Nehemiah’s broken heart leads him to engage in two important spiritual disciplines that often go together—fasting and prayer. Fasting is a discipline of detachment. We let go of food, we deny ourselves a substance that is necessary for physical life so that we can get in touch with a hunger for God and to cultivate a heart for the things that matter to him.  

But fasting doesn’t have to be only from food. What might God be inviting us to abstain from in order to give more time and space to our relationship with him?
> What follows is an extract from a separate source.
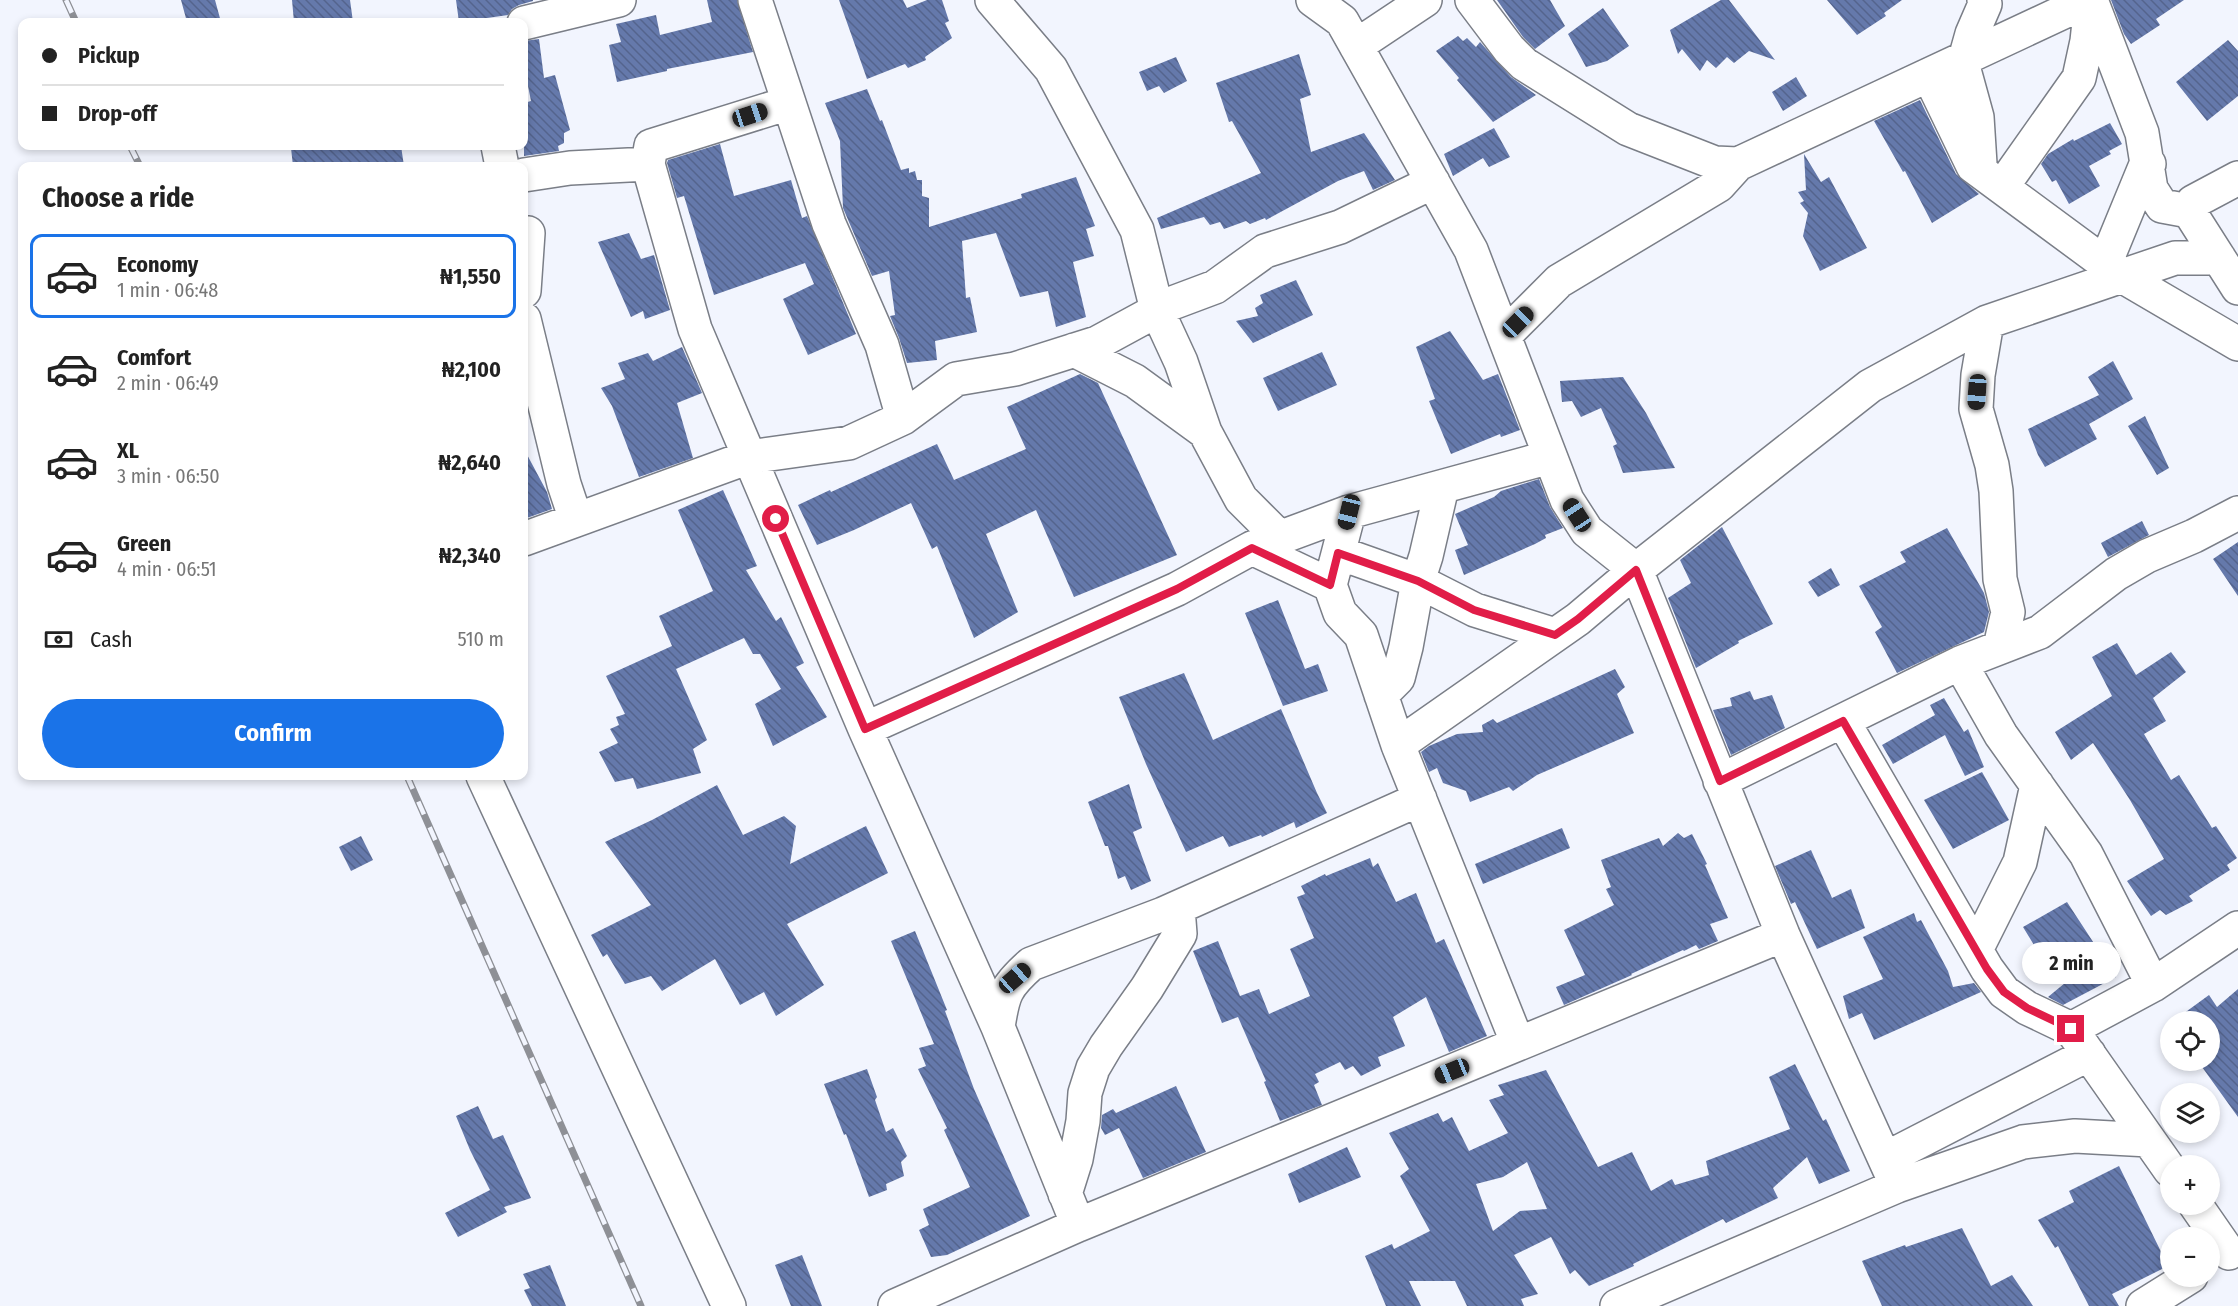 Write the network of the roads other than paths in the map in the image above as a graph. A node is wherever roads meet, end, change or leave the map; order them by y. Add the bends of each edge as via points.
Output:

This can be food, caffeine, and alcohol, but it can also be TV, technology, or some recreational activity that takes a lot of our time and energy.   

There are things that are necessary for our life in this world, but we can become inordinately attached to things—even good and necessary things. Fasting helps us to attend to those disordered attachments and to realign our priorities with Christ and his kingdom.   

“Giving up something” is meant to free up time and space to attend to our relationship with God. Prayer is the way we live in our interactive relationship with God.  It may be that we stop doing some things in order to spend more time listening to and pouring out our hearts to God in prayer.  

Nehemiah shows us how to pray. Prayer isn’t coming up with our lists of what we think God ought to do and putting pressure on him to do. Prayer is asking God to do what he has promised to do—to be true to his word, which he always is. Nehemiah begins his prayer, “O Lord God of heaven, the great and awesome God who keeps covenant and steadfast love with those who love him and keep his commandments. . . .” 

 I asked the women in Bible study earlier this week this question: How great is your God? Our understanding and view of God influences how we see ourselves and how we live our lives. In his book Your God Is Too Small, J. B. Phillips explains that the trouble facing many of us today is that we have not found a God big enough to meet our modern needs. We need to expand our view of God, and one way we can do that is by studying and knowing the truth revealed in God’s word. Then we can praise God for who he is and intercede by claiming his promises as revealed in scripture.  

Nehemiah also prays by confessing not only the sins of the nation of Israel but also acknowledging his own personal sin and that of his family. Nehemiah acknowledges that God’s people are those he loves with an everlasting love with whom he has made a covenant but who have also sinned against him. Even though he has loved them with a steadfast love, they have failed to love and obey him. 

I am reminded of the words of Tim Keller: “The gospel is this: We are more sinful and flawed in ourselves than we ever dared believe, yet at the very same time we are more loved and accepted in Jesus Christ than we ever dared hope.”  

Confession is a great gift that helps us to experience the unconditional love and amazing grace that we already have in Jesus. Confession means to agree with God. We agree with God that we have sinned in thought, word, or deed. But we also agree that we are deeply loved and completely forgiven—not because of who we are or what we have done but because of the life, death, and resurrection of Jesus our Lord. We can believe and live this reality because God is faithful to his word, to his promises. 

The coming months will be important ones for us as individuals, families, a church, a nation, and the world. What a gift to be studying Nehemiah! But applying what we are learning will be the key to real change. The spiritual disciplines of fasting, prayer, and confession are means of grace—ways that our broken hearts can respond to God in faith. The disciplines don’t change us. Only the Holy Spirit can do that, but he will do what he promises to do as we open ourselves and give ourselves to him.  

I don’t know about you, but I am excited and expectant about what God will do as we look to him, trust him, and allow him to do in and through and for us what only he can do by his grace and power.